Learn about the Wavefront Apache Spark Integration.

Apache Spark Integration

Apache Spark is an open-source cluster-computing framework. This integration explains how to configure the Wavefront proxy to listen for Graphite data, and how to configure Spark metrics for Graphite. In addition to setting up the metrics flow, this integration also sets up a dashboard.

images/spark.png

Apache Spark Setup

Step 1. Configure Wavefront Proxy to Listen for Graphite Data

  1. If you have not already done so, install a Wavefront proxy.
  2. On the server running your Wavefront proxy, open the file /etc/wavefront/wavefront-proxy/wavefront.conf.
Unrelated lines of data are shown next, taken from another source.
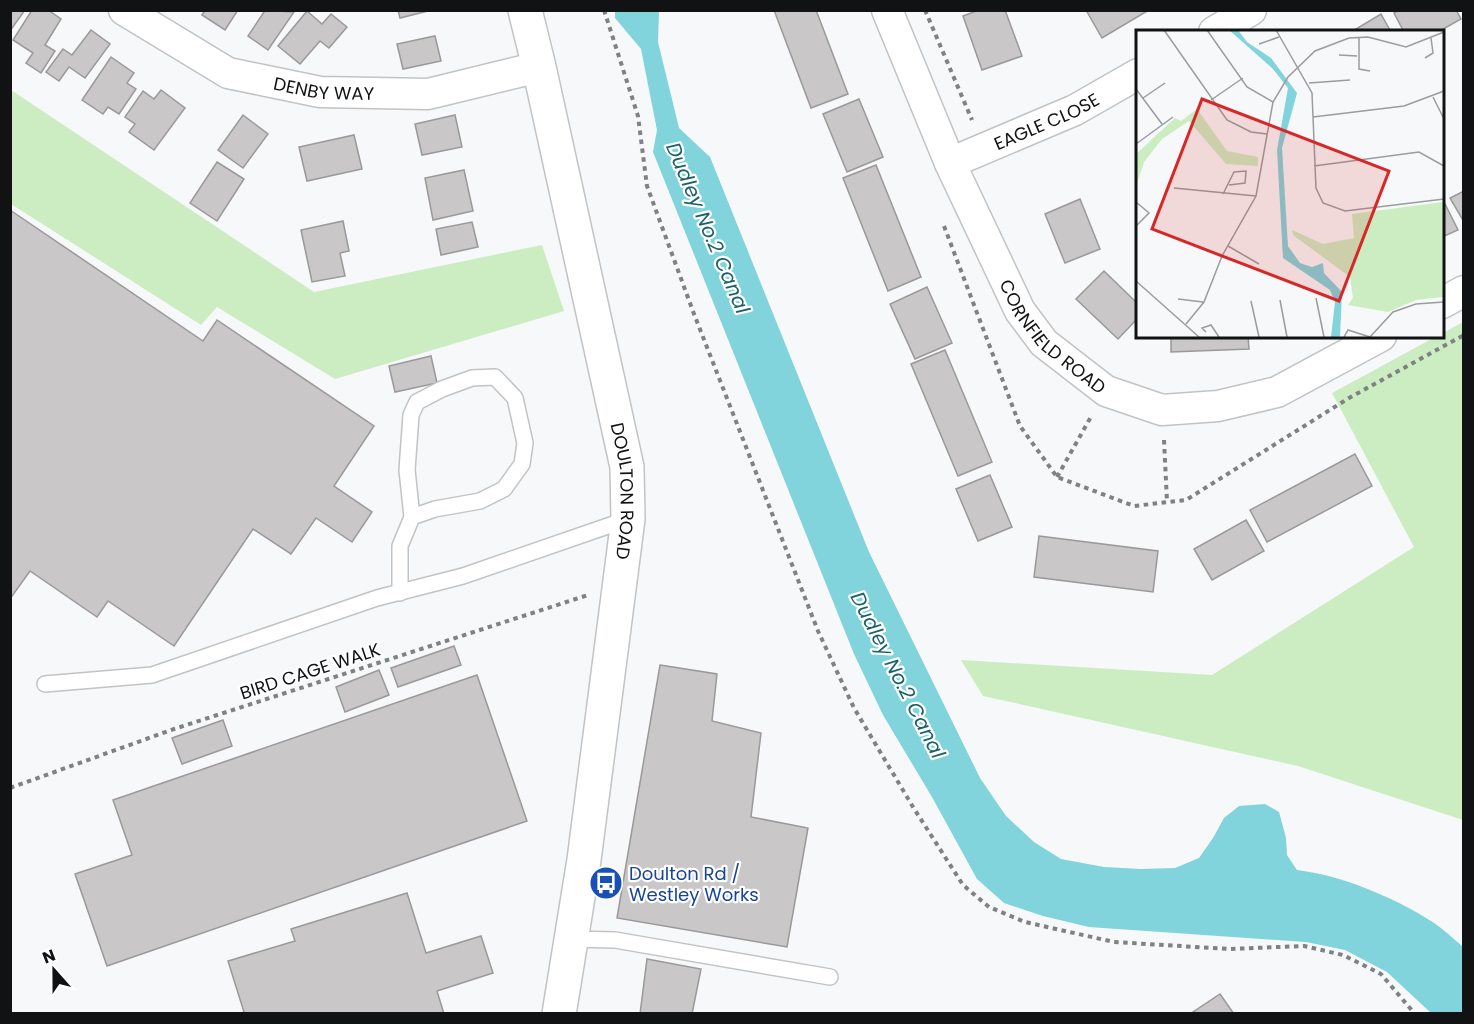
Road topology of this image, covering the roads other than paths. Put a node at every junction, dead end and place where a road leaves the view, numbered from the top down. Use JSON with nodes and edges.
{"nodes":[{"id":1,"x":124,"y":10,"type":"edge"},
{"id":2,"x":525,"y":10,"type":"edge"},
{"id":3,"x":887,"y":10,"type":"edge"},
{"id":4,"x":1251,"y":10,"type":"edge"},
{"id":5,"x":1217,"y":30,"type":"edge"},
{"id":6,"x":539,"y":67,"type":"junction"},
{"id":7,"x":1136,"y":75,"type":"edge"},
{"id":8,"x":950,"y":163,"type":"junction"},
{"id":9,"x":1464,"y":291,"type":"edge"},
{"id":10,"x":1444,"y":302,"type":"edge"},
{"id":11,"x":1377,"y":338,"type":"edge"},
{"id":12,"x":412,"y":517,"type":"junction"},
{"id":13,"x":628,"y":519,"type":"junction"},
{"id":14,"x":400,"y":593,"type":"junction"},
{"id":15,"x":45,"y":684,"type":"dead end"},
{"id":16,"x":571,"y":939,"type":"junction"},
{"id":17,"x":830,"y":977,"type":"dead end"},
{"id":18,"x":559,"y":1014,"type":"edge"}],
"edges":[{"from":1,"to":6,"type":"street","name":"DENBY WAY"},
{"from":2,"to":6,"type":"street","name":"DOULTON ROAD"},
{"from":3,"to":8,"type":"street","name":"CORNFIELD ROAD"},
{"from":4,"to":5,"type":"street"},
{"from":6,"to":13,"type":"street","name":"DOULTON ROAD"},
{"from":7,"to":8,"type":"street","name":"EAGLE CLOSE"},
{"from":8,"to":11,"type":"street","name":"CORNFIELD ROAD"},
{"from":9,"to":10,"type":"street"},
{"from":12,"to":12,"type":"lane"},
{"from":12,"to":14,"type":"lane"},
{"from":13,"to":14,"type":"lane"},
{"from":13,"to":16,"type":"street","name":"DOULTON ROAD"},
{"from":14,"to":15,"type":"lane"},
{"from":16,"to":17,"type":"lane"},
{"from":16,"to":18,"type":"street","name":"DOULTON ROAD"}]}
Uncomment and configure the following properties as required:
    graphitePorts=2003
    graphiteFormat=2
    graphiteDelimiters=_
    
  3. Save and close wavefront.conf
  4. Restart the proxy: sudo service wavefront-proxy restart.
  5. Tail the proxy log file to make sure there are no errors: tail -f /var/log/wavefront/wavefront.log.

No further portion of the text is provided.